Cellular metabolism is dependent on the local temperature in tissues. Induced hypothermia has been shown to be protective in a number of conditions, especially traumatic, ischemic, burn, and neurological injury. However, the protective mechanisms of cold therapy remain controversial and the hemodynamic changes in the microcirculation of striated muscles in response to hypothermia have not been studied in detail previously.
In this study, we investigated the microvascular response of local cooling and rewarming in the striated muscle of hamsters by use of the dorsal skinfold preparation and in vivo fluorescence microscopy.

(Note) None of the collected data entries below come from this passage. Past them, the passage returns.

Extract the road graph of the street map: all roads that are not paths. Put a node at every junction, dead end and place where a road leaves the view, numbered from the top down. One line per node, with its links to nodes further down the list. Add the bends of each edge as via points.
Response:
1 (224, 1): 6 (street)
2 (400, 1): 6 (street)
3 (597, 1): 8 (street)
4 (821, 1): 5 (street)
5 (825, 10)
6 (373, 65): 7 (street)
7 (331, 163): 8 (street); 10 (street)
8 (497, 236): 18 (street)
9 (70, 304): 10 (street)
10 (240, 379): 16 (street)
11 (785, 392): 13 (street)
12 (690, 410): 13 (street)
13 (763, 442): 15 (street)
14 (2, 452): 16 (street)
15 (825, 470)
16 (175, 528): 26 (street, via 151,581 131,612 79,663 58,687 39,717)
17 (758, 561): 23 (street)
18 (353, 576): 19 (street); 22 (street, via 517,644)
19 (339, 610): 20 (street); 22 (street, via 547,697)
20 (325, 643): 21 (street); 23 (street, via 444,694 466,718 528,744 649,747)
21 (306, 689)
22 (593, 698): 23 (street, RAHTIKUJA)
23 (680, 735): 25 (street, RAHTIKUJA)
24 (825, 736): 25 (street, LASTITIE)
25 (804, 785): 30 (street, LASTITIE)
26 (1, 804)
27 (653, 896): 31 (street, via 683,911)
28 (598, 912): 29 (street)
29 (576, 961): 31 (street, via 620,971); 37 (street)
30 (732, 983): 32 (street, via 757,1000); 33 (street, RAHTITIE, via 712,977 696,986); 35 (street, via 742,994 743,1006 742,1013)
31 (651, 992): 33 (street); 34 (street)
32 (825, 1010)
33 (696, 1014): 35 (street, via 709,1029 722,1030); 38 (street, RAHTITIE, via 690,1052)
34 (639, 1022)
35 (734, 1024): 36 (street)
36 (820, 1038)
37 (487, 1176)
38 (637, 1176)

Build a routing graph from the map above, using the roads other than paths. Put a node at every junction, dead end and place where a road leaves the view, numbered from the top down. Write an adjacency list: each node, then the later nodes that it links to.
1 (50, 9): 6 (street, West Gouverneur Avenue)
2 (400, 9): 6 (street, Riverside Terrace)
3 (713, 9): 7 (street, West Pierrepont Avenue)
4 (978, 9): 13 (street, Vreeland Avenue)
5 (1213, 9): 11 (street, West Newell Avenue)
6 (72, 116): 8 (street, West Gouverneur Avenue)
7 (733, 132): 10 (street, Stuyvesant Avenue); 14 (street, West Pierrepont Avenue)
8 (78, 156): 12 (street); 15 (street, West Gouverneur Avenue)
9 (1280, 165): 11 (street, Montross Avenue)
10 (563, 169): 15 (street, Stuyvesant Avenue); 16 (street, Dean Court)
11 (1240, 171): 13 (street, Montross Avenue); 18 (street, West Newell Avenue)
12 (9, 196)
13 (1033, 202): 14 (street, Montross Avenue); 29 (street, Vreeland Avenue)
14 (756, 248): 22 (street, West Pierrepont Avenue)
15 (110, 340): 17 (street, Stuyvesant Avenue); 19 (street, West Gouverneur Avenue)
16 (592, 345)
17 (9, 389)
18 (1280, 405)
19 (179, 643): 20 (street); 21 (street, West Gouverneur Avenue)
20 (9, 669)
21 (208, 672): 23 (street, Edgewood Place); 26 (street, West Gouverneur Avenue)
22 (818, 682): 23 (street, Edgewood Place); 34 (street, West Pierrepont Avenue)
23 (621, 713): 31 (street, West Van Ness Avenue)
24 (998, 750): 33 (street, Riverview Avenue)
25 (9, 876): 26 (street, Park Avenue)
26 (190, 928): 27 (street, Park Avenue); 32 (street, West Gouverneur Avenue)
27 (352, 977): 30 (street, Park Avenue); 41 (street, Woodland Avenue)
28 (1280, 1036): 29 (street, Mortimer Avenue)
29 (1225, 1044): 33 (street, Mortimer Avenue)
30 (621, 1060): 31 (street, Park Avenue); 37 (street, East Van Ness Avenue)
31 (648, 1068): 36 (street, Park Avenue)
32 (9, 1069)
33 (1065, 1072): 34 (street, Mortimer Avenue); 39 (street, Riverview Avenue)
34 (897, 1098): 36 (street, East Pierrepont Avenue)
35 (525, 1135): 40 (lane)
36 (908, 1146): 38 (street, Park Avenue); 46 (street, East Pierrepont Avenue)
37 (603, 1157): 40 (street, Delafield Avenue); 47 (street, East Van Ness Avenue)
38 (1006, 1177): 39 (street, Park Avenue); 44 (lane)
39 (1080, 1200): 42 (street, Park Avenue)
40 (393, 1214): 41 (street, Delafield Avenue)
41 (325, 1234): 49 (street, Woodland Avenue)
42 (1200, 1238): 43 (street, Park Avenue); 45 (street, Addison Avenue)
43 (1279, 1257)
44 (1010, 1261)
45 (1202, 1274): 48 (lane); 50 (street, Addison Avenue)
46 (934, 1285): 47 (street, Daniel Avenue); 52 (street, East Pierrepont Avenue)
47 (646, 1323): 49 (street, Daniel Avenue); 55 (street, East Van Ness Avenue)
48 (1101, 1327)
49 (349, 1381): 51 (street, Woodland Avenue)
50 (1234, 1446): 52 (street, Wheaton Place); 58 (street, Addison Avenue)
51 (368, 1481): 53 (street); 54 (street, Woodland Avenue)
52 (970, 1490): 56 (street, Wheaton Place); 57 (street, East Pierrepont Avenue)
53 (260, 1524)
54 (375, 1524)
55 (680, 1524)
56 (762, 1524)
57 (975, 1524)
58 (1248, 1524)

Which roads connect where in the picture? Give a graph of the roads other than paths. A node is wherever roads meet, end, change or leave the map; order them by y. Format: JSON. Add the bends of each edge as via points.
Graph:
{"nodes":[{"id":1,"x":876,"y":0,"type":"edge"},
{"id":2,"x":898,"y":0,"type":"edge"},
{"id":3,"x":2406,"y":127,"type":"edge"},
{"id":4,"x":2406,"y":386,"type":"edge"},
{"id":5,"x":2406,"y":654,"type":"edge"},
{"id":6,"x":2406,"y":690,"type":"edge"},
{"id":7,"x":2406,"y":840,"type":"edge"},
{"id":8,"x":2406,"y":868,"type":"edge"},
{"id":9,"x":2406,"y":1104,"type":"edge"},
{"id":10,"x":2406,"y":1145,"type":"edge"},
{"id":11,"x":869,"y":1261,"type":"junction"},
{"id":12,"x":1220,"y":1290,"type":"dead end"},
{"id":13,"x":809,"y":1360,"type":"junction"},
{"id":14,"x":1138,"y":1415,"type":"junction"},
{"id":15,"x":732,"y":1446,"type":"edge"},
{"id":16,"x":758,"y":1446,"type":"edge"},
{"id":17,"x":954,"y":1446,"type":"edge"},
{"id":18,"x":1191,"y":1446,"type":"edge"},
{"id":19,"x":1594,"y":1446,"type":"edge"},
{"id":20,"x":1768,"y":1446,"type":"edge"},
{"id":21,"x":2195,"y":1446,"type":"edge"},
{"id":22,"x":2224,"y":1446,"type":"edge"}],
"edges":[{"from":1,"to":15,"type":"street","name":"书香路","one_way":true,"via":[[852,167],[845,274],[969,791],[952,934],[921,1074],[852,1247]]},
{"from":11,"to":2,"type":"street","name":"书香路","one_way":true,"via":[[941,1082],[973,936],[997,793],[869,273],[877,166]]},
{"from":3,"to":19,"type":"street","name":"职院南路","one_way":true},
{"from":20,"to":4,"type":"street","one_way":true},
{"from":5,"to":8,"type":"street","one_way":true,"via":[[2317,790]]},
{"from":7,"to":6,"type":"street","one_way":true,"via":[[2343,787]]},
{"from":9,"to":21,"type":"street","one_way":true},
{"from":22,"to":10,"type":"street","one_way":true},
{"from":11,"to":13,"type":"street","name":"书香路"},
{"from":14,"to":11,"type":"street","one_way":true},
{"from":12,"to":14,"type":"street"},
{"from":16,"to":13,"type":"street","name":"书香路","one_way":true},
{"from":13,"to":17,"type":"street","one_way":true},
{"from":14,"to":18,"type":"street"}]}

We found that reduction of the surface temperature to 8[degree sign]C for 30 minutes caused arteriolar vasoconstriction with a decrease in diameters by 43 +/- 7% while the venular and capillary diameters remained unchanged. The cooling procedure also markedly reduced the functional capillary density and the blood flow velocity and diameters in all vessel types, i.e., arterioles, venules, and capillaries. Moreover, the percentage of capillaries with no flow increased from 0.4 +/- 0.5% to 44 +/- 14% after 10 minutes of cold therapy. However, these hemodynamic changes induced by local hypothermia were completely reversed to the precooling values after termination of cooling and 30 min of rewarming. Strikingly, we found no increase in the number of adherent leukocytes and vascular permeability after the cooling and rewarming period, while, in contrast, additional experiments with warm ischemia (30 minutes) and reperfusion (30 minutes), i.e., reduced microvascular perfusion and reperfusion at normothermia, caused a sustained decrease in local perfusion and a nine-fold increase in venular leukocyte adhesion.
Taken together, our functional data demonstrate that hypothermia markedly reduces microvascular perfusion, which is completely restored upon rewarming. The reduced microvascular perfusion during hypothermia did not provoke an inflammatory response, whereas leukocyte recruitment was prominent after reduced perfusion at normothermia, indicating that transient hypothermia has no adverse effects on microvascular parameters in the striated muscle in vivo.